Simon Willison’s Weblog


Easier form validation with PHP

17th June 2003

Let’s talk about form validation. Here’s what I would class as the ideal validation system for a form in a web application:

  1. The form is displayed; you fill it in.
  2. You submit the form to the server.
  3. If you missed something out or provided invalid input, the form is redisplayed pre-filled with the valid data you already entered.
  4. The redisplayed form tells you what you got wrong. It also flags the fields that were incorrect.
  5. Loop until you fill the form in correctly.

Writing this once in PHP is trivial, but takes quite a bit of very dull code.

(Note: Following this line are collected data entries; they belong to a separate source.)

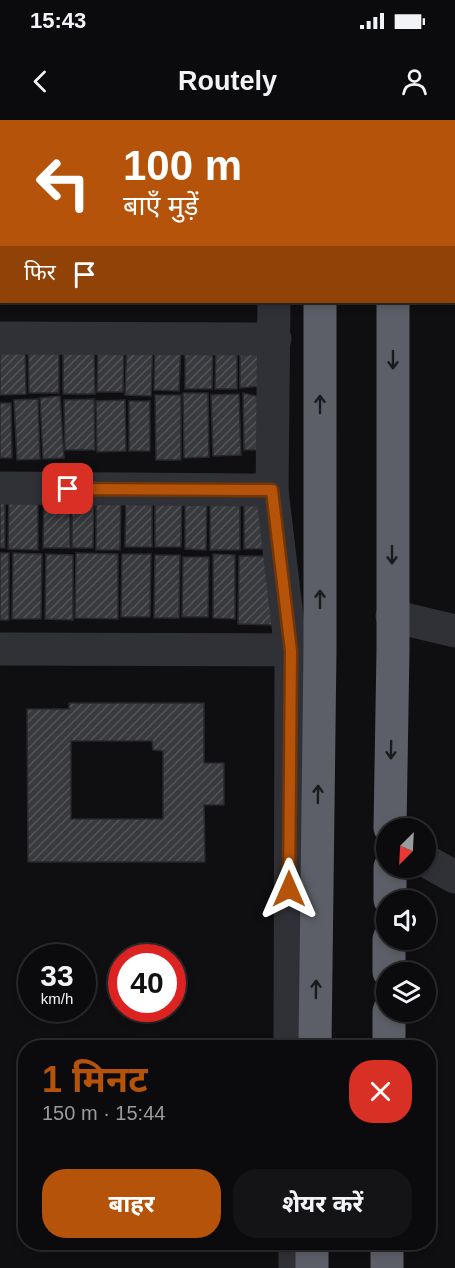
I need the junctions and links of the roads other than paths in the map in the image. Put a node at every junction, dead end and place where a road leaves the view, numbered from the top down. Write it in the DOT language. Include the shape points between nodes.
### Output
graph roads {
  1 [pos="274,303"];
  2 [pos="320,303"];
  3 [pos="393,303"];
  4 [pos="0,338"];
  5 [pos="275,339"];
  6 [pos="0,488"];
  7 [pos="272,490"];
  8 [pos="392,616"];
  9 [pos="455,631"];
  10 [pos="0,649"];
  11 [pos="305,650"];
  12 [pos="390,818"];
  13 [pos="436,867"];
  14 [pos="455,877"];
  15 [pos="389,1022"];
  16 [pos="290,1040"];
  17 [pos="315,1040"];
  18 [pos="388,1040"];
  19 [pos="295,1250"];
  20 [pos="312,1250"];
  21 [pos="387,1250"];
  22 [pos="295,1268"];
  23 [pos="312,1268"];
  24 [pos="387,1268"];
  1 -- 5 [label="street"];
  11 -- 2 [label="highway, one-way"];
  3 -- 8 [label="highway, one-way"];
  4 -- 5 [label="street"];
  5 -- 7 [label="street"];
  6 -- 7 [label="street"];
  7 -- 11 [label="street"];
  8 -- 9 [label="street"];
  8 -- 12 [label="highway, one-way"];
  10 -- 11 [label="street"];
  11 -- 16 [label="street"];
  17 -- 11 [label="highway, one-way"];
  13 -- 14 [label="street"];
  15 -- 18 [label="highway"];
  19 -- 22 [label="street"];
  20 -- 23 [label="highway"];
  21 -- 24 [label="highway"];
}
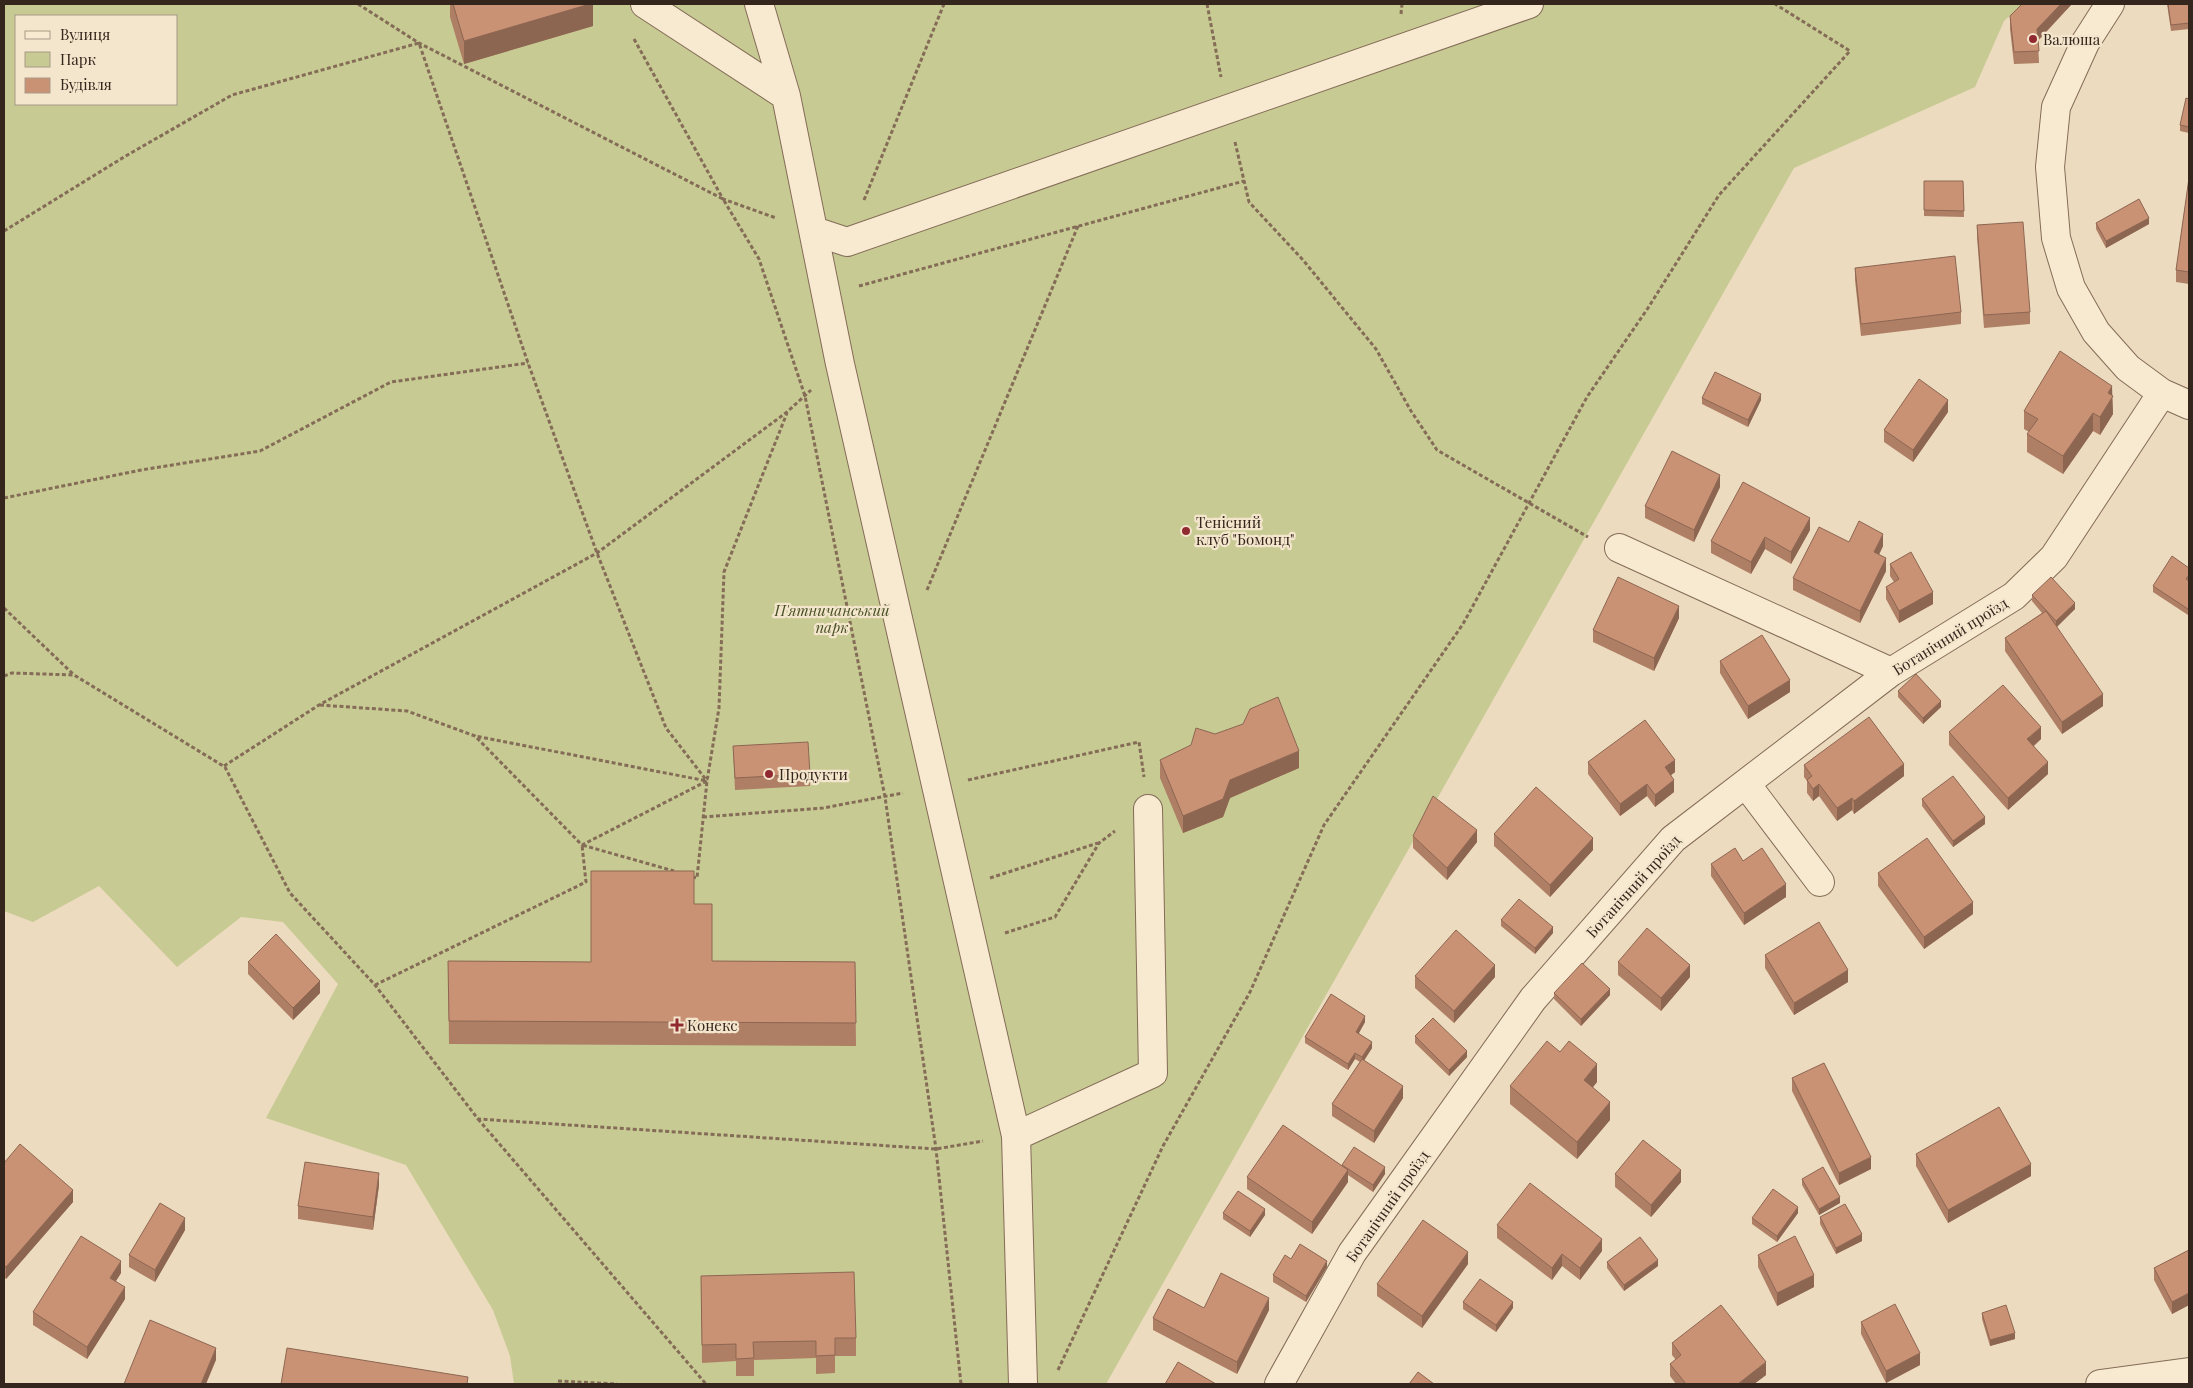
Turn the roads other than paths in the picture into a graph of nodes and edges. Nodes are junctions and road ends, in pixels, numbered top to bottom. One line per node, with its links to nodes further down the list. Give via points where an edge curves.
1 (645, 4): 5 (street)
2 (760, 4): 5 (street)
3 (1529, 4): 6 (street, via 847,242)
4 (2110, 4): 7 (street, via 2085,43 2056,107 2050,167 2056,238 2071,288 2096,332 2128,368)
5 (786, 96): 6 (street)
6 (814, 231): 14 (street, via 840,364)
7 (2162, 393): 8 (street); 10 (street, Ботанічний проїзд, via 2054,557 2014,596)
8 (2189, 405)
9 (1619, 548): 10 (street)
10 (1891, 672): 11 (street, Ботанічний проїзд)
11 (1746, 784): 13 (street); 17 (street, Ботанічний проїзд, via 1673,838 1533,999 1352,1253)
12 (1148, 809): 14 (street, via 1153,1074)
13 (1820, 882)
14 (1016, 1136): 16 (street)
15 (2189, 1372): 18 (street)
16 (1022, 1384)
17 (1279, 1384)
18 (2100, 1384)

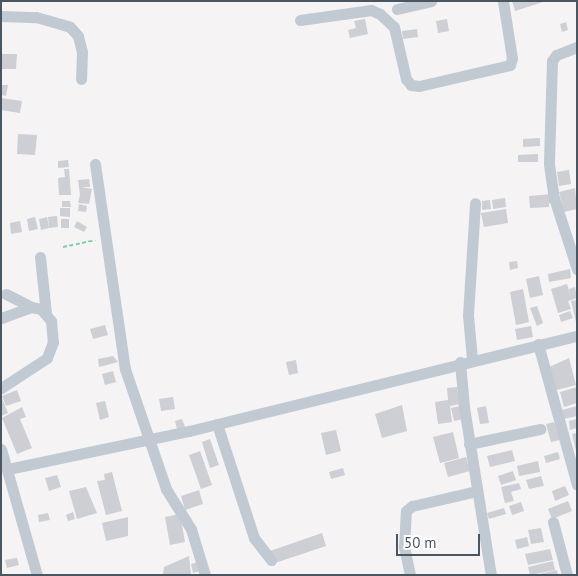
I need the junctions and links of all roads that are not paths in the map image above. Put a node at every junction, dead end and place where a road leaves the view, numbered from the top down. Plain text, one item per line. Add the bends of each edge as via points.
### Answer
1 (431, 1) edge
2 (503, 1) edge
3 (397, 9) dead end
4 (1, 16) edge
5 (300, 20) dead end
6 (577, 46) edge
7 (81, 78) dead end
8 (95, 164) dead end
9 (475, 203) dead end
10 (40, 257) dead end
11 (577, 269) edge
12 (3, 292) edge
13 (31, 307) junction
14 (46, 313) junction
15 (1, 318) edge
16 (577, 336) edge
17 (538, 344) junction
18 (472, 359) junction
19 (460, 362) junction
20 (1, 388) edge
21 (217, 424) junction
22 (540, 429) dead end
23 (148, 439) junction
24 (470, 444) junction
25 (1, 449) edge
26 (8, 469) junction
27 (577, 485) edge
28 (477, 491) junction
29 (553, 522) dead end
30 (271, 560) dead end
31 (37, 575) edge
32 (205, 575) edge
33 (410, 575) edge
34 (491, 575) edge
35 (567, 575) edge

1 - 3 street
2 - 5 street via 512,58 510,65 419,86 411,86 406,78 394,27 380,14 370,10
4 - 7 street via 36,17 70,27 78,36 82,52
6 - 11 street via 556,55 552,61 550,164 554,198
8 - 23 street via 125,369
9 - 18 street via 468,315
10 - 14 street
12 - 13 street
13 - 14 street
13 - 15 street
14 - 20 street via 53,342 47,358
16 - 17 street
17 - 18 street
17 - 27 street
18 - 19 street
19 - 21 street
19 - 24 street
21 - 23 street
21 - 30 street via 254,538
22 - 24 street
23 - 26 street
23 - 32 street via 166,490 191,529
24 - 28 street
25 - 26 street
26 - 31 street
28 - 33 street via 412,506 406,511 404,547
28 - 34 street
29 - 35 street

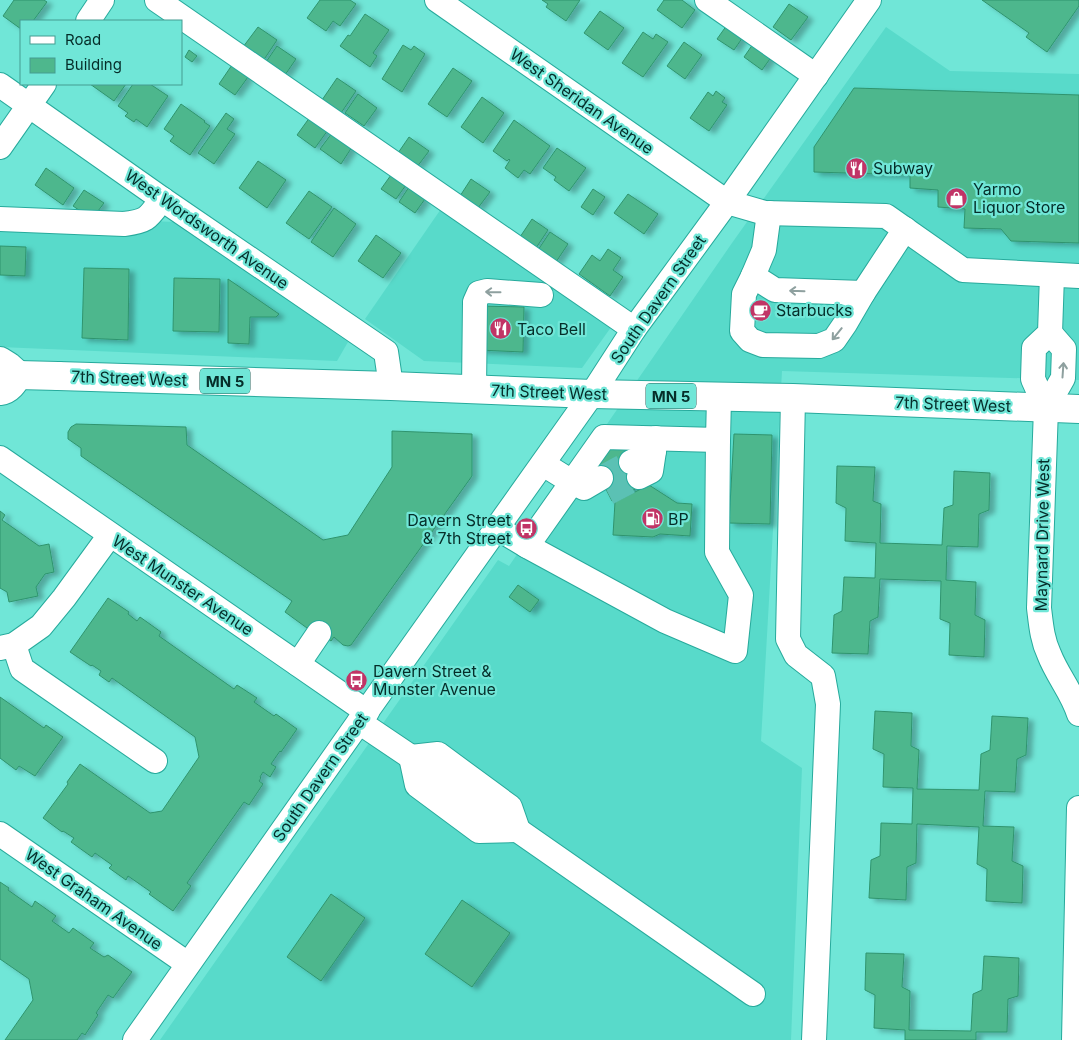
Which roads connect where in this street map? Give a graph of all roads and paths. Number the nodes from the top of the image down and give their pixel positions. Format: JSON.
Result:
{"nodes":[{"id":1,"x":102,"y":0,"type":"edge"},
{"id":2,"x":158,"y":0,"type":"edge"},
{"id":3,"x":437,"y":0,"type":"edge"},
{"id":4,"x":707,"y":0,"type":"edge"},
{"id":5,"x":868,"y":0,"type":"edge"},
{"id":6,"x":89,"y":20,"type":"edge"},
{"id":7,"x":816,"y":76,"type":"junction"},
{"id":8,"x":0,"y":85,"type":"edge"},
{"id":9,"x":43,"y":85,"type":"edge"},
{"id":10,"x":29,"y":105,"type":"junction"},
{"id":11,"x":0,"y":147,"type":"edge"},
{"id":12,"x":162,"y":199,"type":"junction"},
{"id":13,"x":727,"y":202,"type":"junction"},
{"id":14,"x":769,"y":214,"type":"junction"},
{"id":15,"x":0,"y":219,"type":"edge"},
{"id":16,"x":905,"y":229,"type":"junction"},
{"id":17,"x":1052,"y":275,"type":"junction"},
{"id":18,"x":753,"y":276,"type":"junction"},
{"id":19,"x":1079,"y":276,"type":"edge"},
{"id":20,"x":863,"y":293,"type":"junction"},
{"id":21,"x":541,"y":295,"type":"dead end"},
{"id":22,"x":634,"y":329,"type":"junction"},
{"id":23,"x":6,"y":376,"type":"edge"},
{"id":24,"x":391,"y":386,"type":"junction"},
{"id":25,"x":474,"y":390,"type":"junction"},
{"id":26,"x":592,"y":394,"type":"junction"},
{"id":27,"x":719,"y":396,"type":"junction"},
{"id":28,"x":793,"y":398,"type":"junction"},
{"id":29,"x":1046,"y":408,"type":"junction"},
{"id":30,"x":1079,"y":409,"type":"edge"},
{"id":31,"x":718,"y":440,"type":"junction"},
{"id":32,"x":655,"y":445,"type":"junction"},
{"id":33,"x":0,"y":458,"type":"edge"},
{"id":34,"x":543,"y":464,"type":"junction"},
{"id":35,"x":635,"y":469,"type":"tunnel mouth"},
{"id":36,"x":591,"y":485,"type":"junction"},
{"id":37,"x":497,"y":528,"type":"junction"},
{"id":38,"x":110,"y":535,"type":"junction"},
{"id":39,"x":526,"y":546,"type":"junction"},
{"id":40,"x":319,"y":634,"type":"dead end"},
{"id":41,"x":7,"y":647,"type":"edge"},
{"id":42,"x":298,"y":664,"type":"junction"},
{"id":43,"x":1079,"y":714,"type":"edge"},
{"id":44,"x":363,"y":717,"type":"junction"},
{"id":45,"x":411,"y":757,"type":"junction"},
{"id":46,"x":155,"y":761,"type":"dead end"},
{"id":47,"x":1079,"y":808,"type":"edge"},
{"id":48,"x":518,"y":830,"type":"junction"},
{"id":49,"x":0,"y":834,"type":"edge"},
{"id":50,"x":188,"y":964,"type":"junction"},
{"id":51,"x":753,"y":994,"type":"dead end"},
{"id":52,"x":135,"y":1040,"type":"edge"},
{"id":53,"x":814,"y":1040,"type":"edge"},
{"id":54,"x":1074,"y":1040,"type":"edge"}],
"edges":[{"from":1,"to":6,"type":"street"},
{"from":2,"to":22,"type":"street"},
{"from":3,"to":13,"type":"street","name":"West Sheridan Avenue"},
{"from":4,"to":7,"type":"street"},
{"from":5,"to":7,"type":"street","name":"South Davern Street"},
{"from":7,"to":13,"type":"street","name":"South Davern Street"},
{"from":8,"to":10,"type":"street","name":"West Wordsworth Avenue"},
{"from":9,"to":10,"type":"street"},
{"from":10,"to":11,"type":"street"},
{"from":10,"to":12,"type":"street","name":"West Wordsworth Avenue"},
{"from":12,"to":15,"type":"street"},
{"from":12,"to":24,"type":"street","name":"West Wordsworth Avenue"},
{"from":13,"to":14,"type":"street","name":"West Sheridan Avenue"},
{"from":13,"to":22,"type":"street","name":"South Davern Street"},
{"from":14,"to":16,"type":"street","name":"West Sheridan Avenue"},
{"from":14,"to":18,"type":"street"},
{"from":16,"to":17,"type":"street","name":"West Sheridan Avenue"},
{"from":16,"to":20,"type":"street"},
{"from":17,"to":19,"type":"street","name":"West Sheridan Avenue"},
{"from":17,"to":29,"type":"street"},
{"from":20,"to":18,"type":"street","one_way":true},
{"from":20,"to":18,"type":"street","one_way":true},
{"from":21,"to":25,"type":"street","one_way":true},
{"from":22,"to":26,"type":"street","name":"South Davern Street"},
{"from":23,"to":24,"type":"main road","name":"7th Street West","number":"MN 5"},
{"from":24,"to":25,"type":"main road","name":"7th Street West","number":"MN 5"},
{"from":25,"to":26,"type":"main road","name":"7th Street West","number":"MN 5"},
{"from":26,"to":27,"type":"main road","name":"7th Street West","number":"MN 5"},
{"from":26,"to":34,"type":"street","name":"South Davern Street"},
{"from":27,"to":28,"type":"main road","name":"7th Street West","number":"MN 5"},
{"from":27,"to":31,"type":"street"},
{"from":28,"to":29,"type":"main road","name":"7th Street West","number":"MN 5"},
{"from":28,"to":53,"type":"street"},
{"from":29,"to":30,"type":"main road","name":"7th Street West","number":"MN 5"},
{"from":29,"to":43,"type":"street","name":"Maynard Drive West"},
{"from":31,"to":32,"type":"street"},
{"from":31,"to":39,"type":"street"},
{"from":32,"to":35,"type":"street"},
{"from":32,"to":36,"type":"street"},
{"from":33,"to":38,"type":"street","name":"West Munster Avenue"},
{"from":34,"to":36,"type":"street"},
{"from":34,"to":37,"type":"street","name":"South Davern Street"},
{"from":36,"to":39,"type":"street"},
{"from":37,"to":39,"type":"street"},
{"from":37,"to":44,"type":"street","name":"South Davern Street"},
{"from":38,"to":41,"type":"street"},
{"from":38,"to":42,"type":"street","name":"West Munster Avenue"},
{"from":40,"to":42,"type":"street"},
{"from":41,"to":46,"type":"street"},
{"from":42,"to":44,"type":"street","name":"West Munster Avenue"},
{"from":44,"to":45,"type":"street","name":"West Munster Avenue"},
{"from":44,"to":50,"type":"street","name":"South Davern Street"},
{"from":45,"to":48,"type":"street"},
{"from":45,"to":48,"type":"street"},
{"from":47,"to":54,"type":"street"},
{"from":48,"to":51,"type":"street"},
{"from":49,"to":50,"type":"street","name":"West Graham Avenue"},
{"from":50,"to":52,"type":"street","name":"South Davern Street"}]}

Writing this for more than one form quickly becomes a tedious nightmare of duplicating and slightly editing code, which is why so few forms bother.

I’ve been trying to figure out an elegant way of automating as much of this code as possible on and off for more than two years. I’ve tried systems that generate the whole form based on a bunch of criteria (too inflexible), systems that describe the validation rules (fine but they don’t help with the redisplay logic) and I’ve looked at solutions available in other language (such as ASP.NET), all to no avail. Over the past couple of days I’ve been working on the problem again, and for the first time I think I’m actually getting somewhere.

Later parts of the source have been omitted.